Pergunta – O Tribunal de Justiça de Santa Catarina utiliza
como critério no julgamento de crimes cometidos por organizações criminosas a
conduta delitiva anterior à vigência da Lei nº 12.850/2013?
2ª hipótese – O estudo feito na presente monografia
demonstrou que o Tribunal de Justiça de Santa Catarina adota como critério, nos
julgamentos de crimes cometidos por associações criminosas (antigo quadrilha ou
bando), a efetiva comprovação de vínculo associativo, revestido de estabilidade e
permanência, entre seus integrantes. Tem entendido também ser possível a
condenação por crime de organização criminosa mesmo que a conduta seja anterior
à entrada em vigor da Lei nº 12.850/2013, sob o argumento de que se trata de crime
permanente, a teor do disposto na Súmula 711 do STF, pois entende que a
organização criminosa nada mais é que o crime de quadrilha ou bando acrescido de
algumas características, que seriam os elementos normativos do tipo. Hipótese
confirmada.
Pergunta – O conceito de organização criminosa previsto na
Lei nº 12.850/2013 pode retroagir para alcançar fatos ocorridos antes da sua
edição?
79
3ª hipótese – Aos poucos, vem se formando a jurisprudência
em nossos tribunais acerca da aplicabilidade do conceito de organização criminosa,
agora legitimado pela existência de uma lei. A questão que ainda não está
plenamente pacificada é se seria possível a condenação por organização criminosa
antes da definição legal do termo. Talvez a recente decisão do Superior Tribunal de
Justiça sobre o tema, no RHC nº 38674, venha por uma pá de cal sobre o tema.

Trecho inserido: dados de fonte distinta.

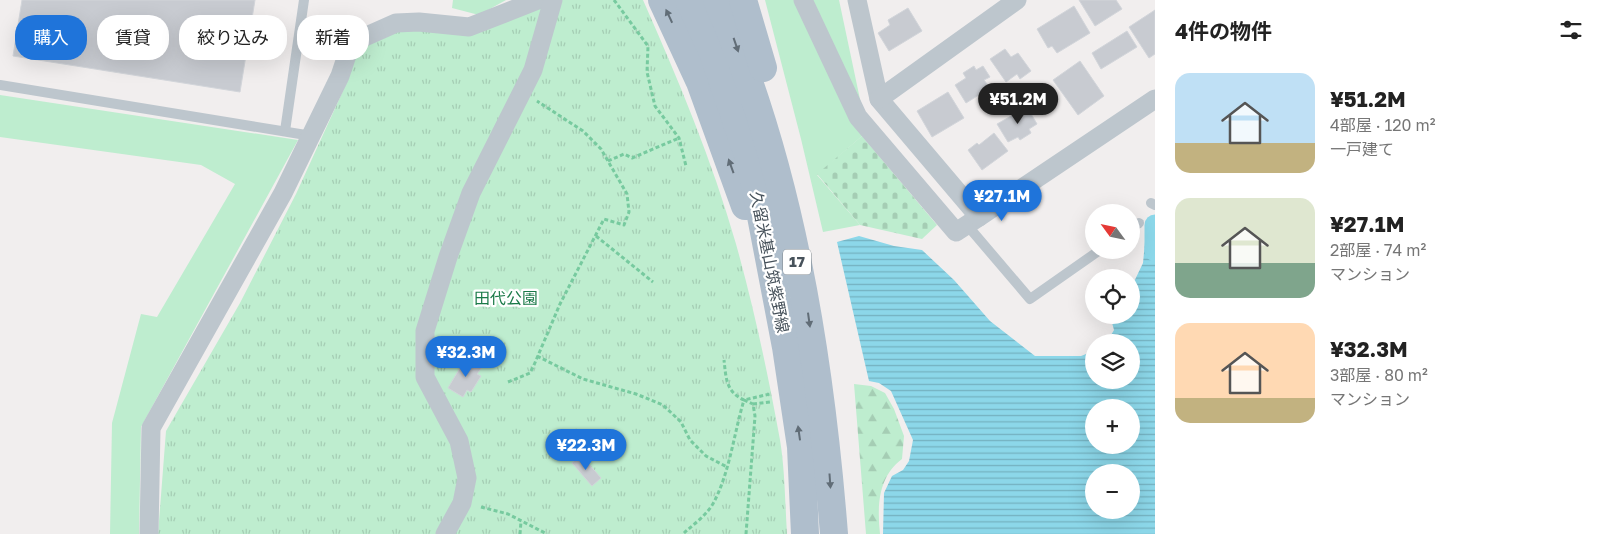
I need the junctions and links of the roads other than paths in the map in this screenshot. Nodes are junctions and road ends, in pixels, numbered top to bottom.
1 (304, 0) edge
2 (538, 0) edge
3 (553, 0) edge
4 (662, 0) edge
5 (689, 0) edge
6 (717, 0) edge
7 (743, 0) edge
8 (803, 0) edge
9 (857, 0) edge
10 (1017, 0) edge
11 (0, 85) edge
12 (879, 99) junction
13 (1155, 99) edge
14 (285, 131) junction
15 (312, 136) junction
16 (973, 221) junction
17 (1087, 259) edge
18 (805, 293) junction
19 (777, 294) junction
20 (148, 534) edge
21 (445, 534) edge
22 (805, 534) edge
23 (834, 534) edge

1 - 14 lane
2 - 15 street
3 - 21 street
19 -> 4 main road
5 - 19 main road, 久留米基山筑紫野線 / 17
6 -> 18 main road, 久留米基山筑紫野線 / 17
7 - 18 main road
8 - 16 street
9 - 12 street
10 - 12 street
11 - 14 lane
12 - 16 street
13 - 16 street
14 - 15 lane
15 - 20 street
16 - 17 lane
18 -> 23 main road, 久留米基山筑紫野線 / 17
22 -> 19 main road, 久留米基山筑紫野線 / 17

Talvez não. Só o tempo dirá. Hipótese parcialmente confirmada.
As breves considerações feitas neste trabalho não esgotam
todas as questões que podem ser suscitadas ante a Lei 12.850/13. Tampouco
aprofundam a discussão sobre os temas abordados.

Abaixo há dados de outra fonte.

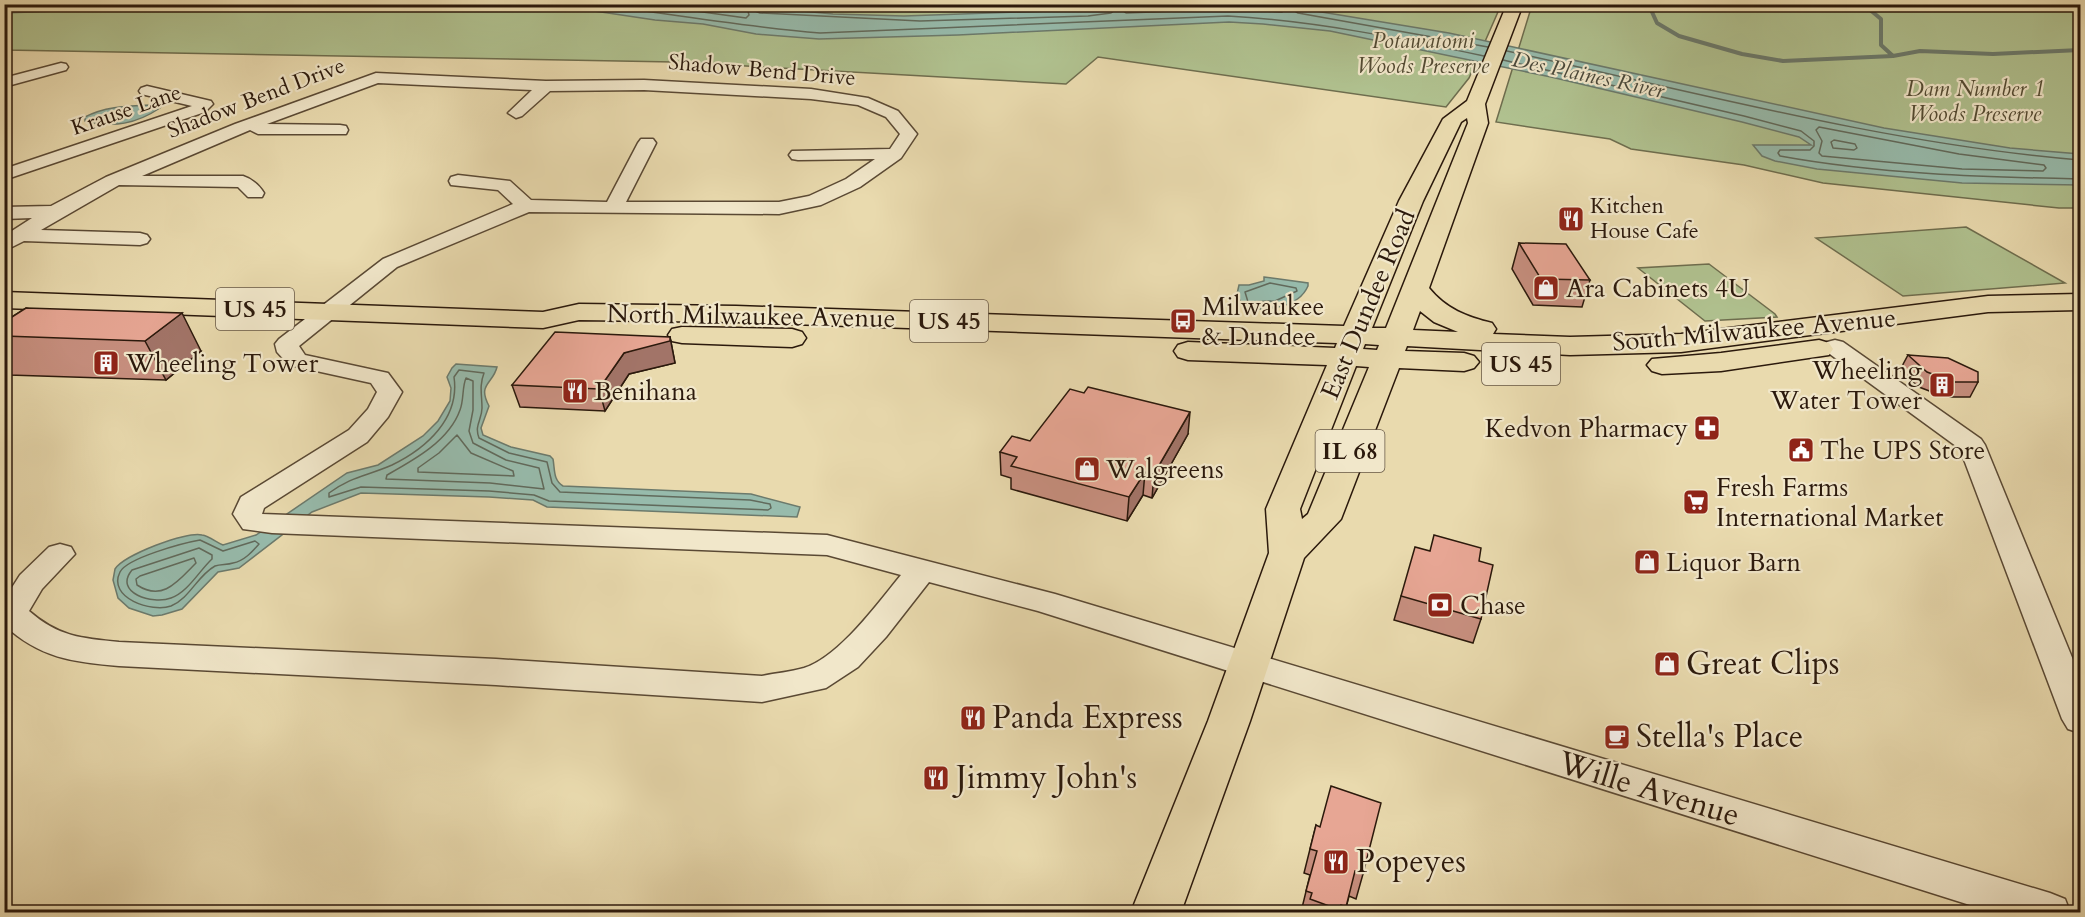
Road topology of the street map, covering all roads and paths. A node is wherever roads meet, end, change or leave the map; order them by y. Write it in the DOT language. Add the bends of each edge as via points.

Pode-se afirmar que a lei trouxe pontos positivos, como é o
caso do tema desta monografia, ou seja, a tipificação adequada de organização
criminosa. Não se nega, por outro lado, as falhas no conceito, que, por sua
amplitude, acaba ferindo o princípio da legalidade, no que tange à taxatividade,
demandando uma cuidadosa interpretação por parte dos operadores do direito.
Conclui-se este trabalho com a certeza de que, apesar de suas
falhas, a Lei das Organizações Criminosas, como ficou conhecida a Lei nº
12.850/2013, contribui de modo positivo para nosso ordenamento jurídico e uma
grande aliada no combate ao crime organizado que assola nosso país.